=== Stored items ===

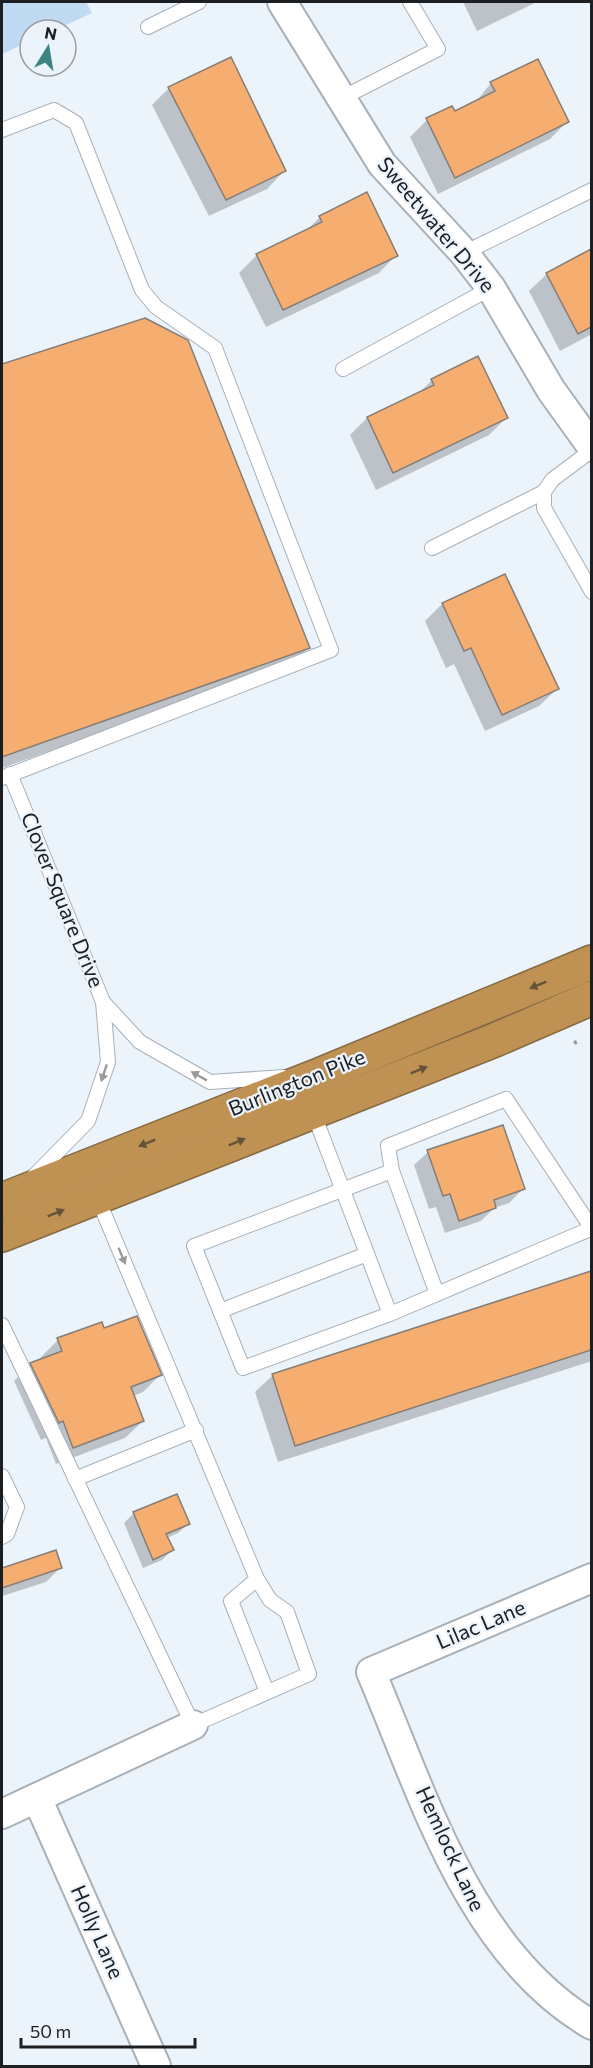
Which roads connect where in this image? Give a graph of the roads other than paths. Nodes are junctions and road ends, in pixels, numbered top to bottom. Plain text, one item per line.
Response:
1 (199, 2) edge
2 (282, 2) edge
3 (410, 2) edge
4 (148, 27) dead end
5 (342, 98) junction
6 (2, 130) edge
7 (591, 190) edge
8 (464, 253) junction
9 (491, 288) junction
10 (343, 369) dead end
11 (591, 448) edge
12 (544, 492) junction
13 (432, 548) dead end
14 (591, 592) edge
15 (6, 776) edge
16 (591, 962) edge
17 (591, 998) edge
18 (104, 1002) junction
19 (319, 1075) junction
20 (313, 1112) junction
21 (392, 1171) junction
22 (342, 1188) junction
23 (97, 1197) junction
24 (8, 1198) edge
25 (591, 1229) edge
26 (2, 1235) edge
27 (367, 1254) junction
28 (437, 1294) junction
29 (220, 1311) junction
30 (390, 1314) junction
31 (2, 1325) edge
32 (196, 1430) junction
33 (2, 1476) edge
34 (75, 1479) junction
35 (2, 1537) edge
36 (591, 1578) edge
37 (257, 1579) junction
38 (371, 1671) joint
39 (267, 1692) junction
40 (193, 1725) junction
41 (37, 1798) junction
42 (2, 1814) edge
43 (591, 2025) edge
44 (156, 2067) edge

=== To do ===
Write out the records once more, exactly as they stand, with no images.

=== Expected output ===
Which roads connect where in this image? Give a graph of the roads other than paths. Nodes are junctions and road ends, in pixels, numbered top to bottom. Plain text, one item per line.
Response:
1 (199, 2) edge
2 (282, 2) edge
3 (410, 2) edge
4 (148, 27) dead end
5 (342, 98) junction
6 (2, 130) edge
7 (591, 190) edge
8 (464, 253) junction
9 (491, 288) junction
10 (343, 369) dead end
11 (591, 448) edge
12 (544, 492) junction
13 (432, 548) dead end
14 (591, 592) edge
15 (6, 776) edge
16 (591, 962) edge
17 (591, 998) edge
18 (104, 1002) junction
19 (319, 1075) junction
20 (313, 1112) junction
21 (392, 1171) junction
22 (342, 1188) junction
23 (97, 1197) junction
24 (8, 1198) edge
25 (591, 1229) edge
26 (2, 1235) edge
27 (367, 1254) junction
28 (437, 1294) junction
29 (220, 1311) junction
30 (390, 1314) junction
31 (2, 1325) edge
32 (196, 1430) junction
33 (2, 1476) edge
34 (75, 1479) junction
35 (2, 1537) edge
36 (591, 1578) edge
37 (257, 1579) junction
38 (371, 1671) joint
39 (267, 1692) junction
40 (193, 1725) junction
41 (37, 1798) junction
42 (2, 1814) edge
43 (591, 2025) edge
44 (156, 2067) edge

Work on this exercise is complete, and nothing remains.